= Deepak Verma =

British actor (born 1969)

Deepak Verma PhD, MBE (born 11 February 1969) is a British actor, writer and television/film producer of Indian Punjabi descent and Hindu heritage. His role as market-stall trader Sanjay Kapoor in long-running BBC One soap opera EastEnders brought him to the attention of UK mainstream viewers.

==Career==
Verma trained at the Central School of Speech and Drama. He made his television debut in the Scottish detective series Taggart in 1992. However, he is best known for his portrayal of the adulterous gambler Sanjay Kapoor in the popular BBC soap opera EastEnders (1993–1998). During his time on the show, Verma's character was central to many explosive storylines, including the breakdown of his marriage to Gita (Shobu Kapoor), caused by his extramarital affair with her sister, as well as being falsely accused of her suspected murder. The couple eventually left Walford together in the midst of press scandal.

Since leaving EastEnders in 1998, Verma has set up his own film and television production company, Pukkanasha Films.

His first play, Pool of Tranquility, was selected in the finals of the Royal Court Young People's Theatre's young writers' festival in 1992, where it was a finalist. That led to a BBC Radio 4 commission to write a play based on the life of India's most famous bandit, Phoolan Devi, 'Bandit Queen'. He's since penned further plays for Radio 4, the BBC World Service and a play at the King's Head, Islington, London. His adaptation of 'Wuthering Heights'at the Lyric Hammersmith was critically acclaimed. He also adapted Therese Raquin for the Lyric Hammersmith. In 2010 he wrote, produced and directed His award winning short 'Mumbai Charlie' about a community in India who worship Charlie Chaplin.

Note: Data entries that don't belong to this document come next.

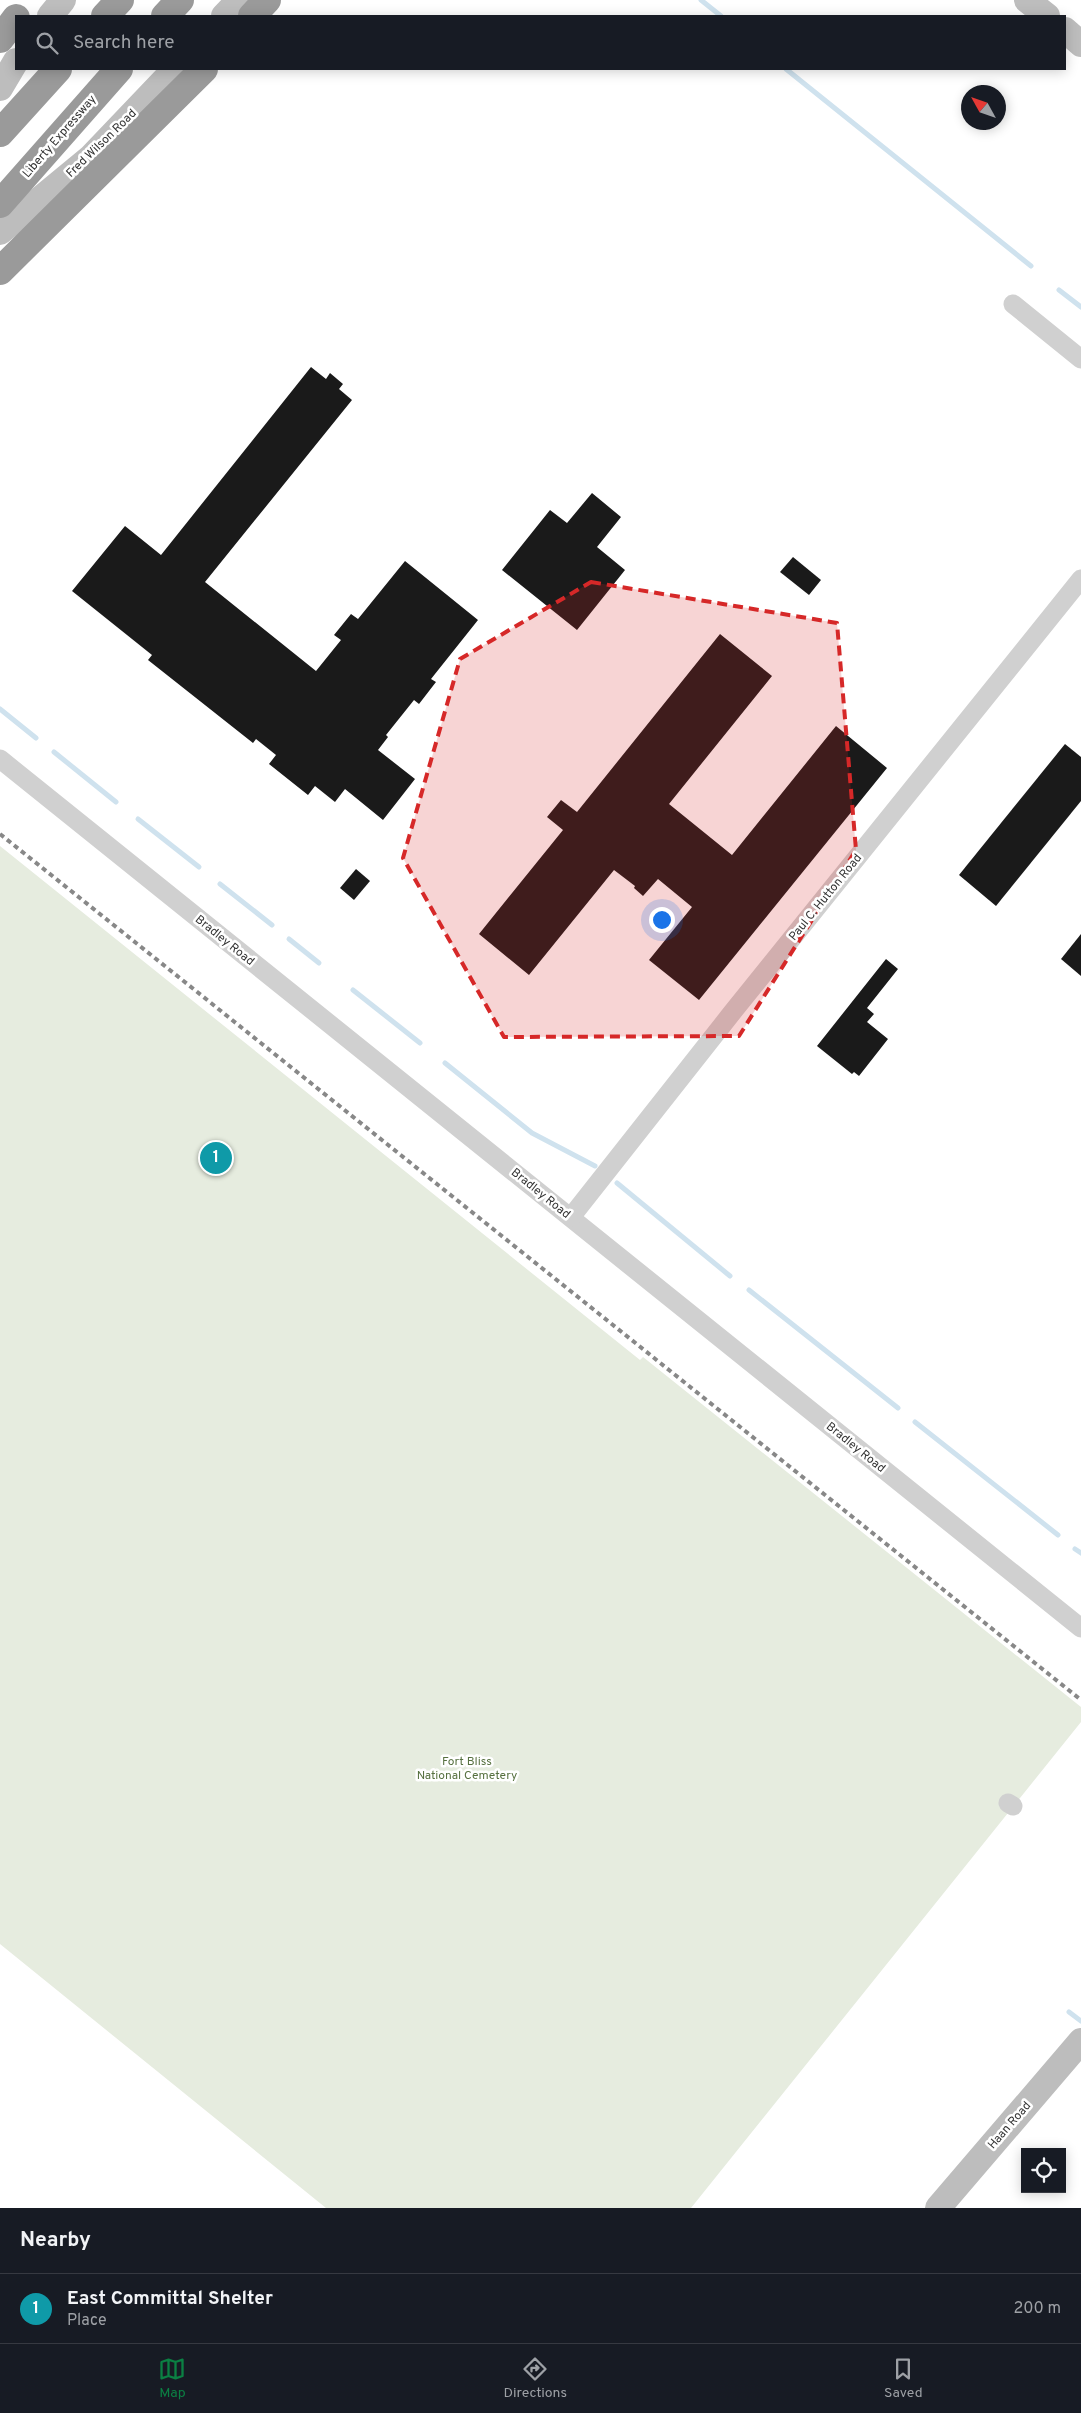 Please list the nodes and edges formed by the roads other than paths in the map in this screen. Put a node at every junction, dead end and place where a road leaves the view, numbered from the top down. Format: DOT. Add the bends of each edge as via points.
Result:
graph roads {
  1 [pos="31,0"];
  2 [pos="63,0"];
  3 [pos="120,0"];
  4 [pos="180,0"];
  5 [pos="239,0"];
  6 [pos="267,0"];
  7 [pos="1027,0"];
  8 [pos="19,15"];
  9 [pos="51,15"];
  10 [pos="106,15"];
  11 [pos="167,15"];
  12 [pos="225,15"];
  13 [pos="253,15"];
  14 [pos="1046,15"];
  15 [pos="15,20"];
  16 [pos="1066,31"];
  17 [pos="0,39"];
  18 [pos="1081,44"];
  19 [pos="15,63"];
  20 [pos="57,70"];
  21 [pos="118,70"];
  22 [pos="174,70"];
  23 [pos="203,70"];
  24 [pos="0,88"];
  25 [pos="0,133"];
  26 [pos="0,204"];
  27 [pos="0,232"];
  28 [pos="3,268"];
  29 [pos="1013,304"];
  30 [pos="1081,359"];
  31 [pos="1081,579"];
  32 [pos="0,759"];
  33 [pos="571,1217"];
  34 [pos="1081,1628"];
  35 [pos="1081,2041"];
  36 [pos="938,2208"];
  1 -- 8 [label="highway"];
  2 -- 9 [label="main road"];
  3 -- 10 [label="highway"];
  4 -- 11 [label="highway"];
  5 -- 12 [label="main road"];
  6 -- 13 [label="highway"];
  7 -- 14 [label="main road"];
  15 -- 17 [label="highway"];
  16 -- 18 [label="main road"];
  19 -- 24 [label="main road"];
  20 -- 25 [label="highway"];
  21 -- 26 [label="highway, Liberty Expressway"];
  22 -- 27 [label="main road, Fred Wilson Road" via="91,157"];
  23 -- 28 [label="highway"];
  29 -- 30 [label="street"];
  31 -- 33 [label="street, Paul C. Hutton Road"];
  32 -- 33 [label="street, Bradley Road"];
  33 -- 34 [label="street, Bradley Road"];
  35 -- 36 [label="main road, Haan Road"];
}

Verma was chosen to represent the UK at the Talent Campus at the Berlinale 2004, Berlin Film Festival.

Deepak won an award for achievement for his contribution to the arts, presented by Keith Vaz MP at the House of Commons in 1997.

Verma continues to act on mainstream television in the UK and US.

In 2010 Verma conceived Faith Shorts, a global film competition to inspire young people to make short films about their faith. This was developed and produced by the Tony Blair Faith Foundation and is an annual event.

Verma was appointed Member of the Order of the British Empire (MBE) in the 2017 Birthday Honours for services to the arts. He is a Doctor Of Philosophy (UEL, Bruford College 2024) in the area of Yogic Phenomenology, Actor Training and Pranic Studies.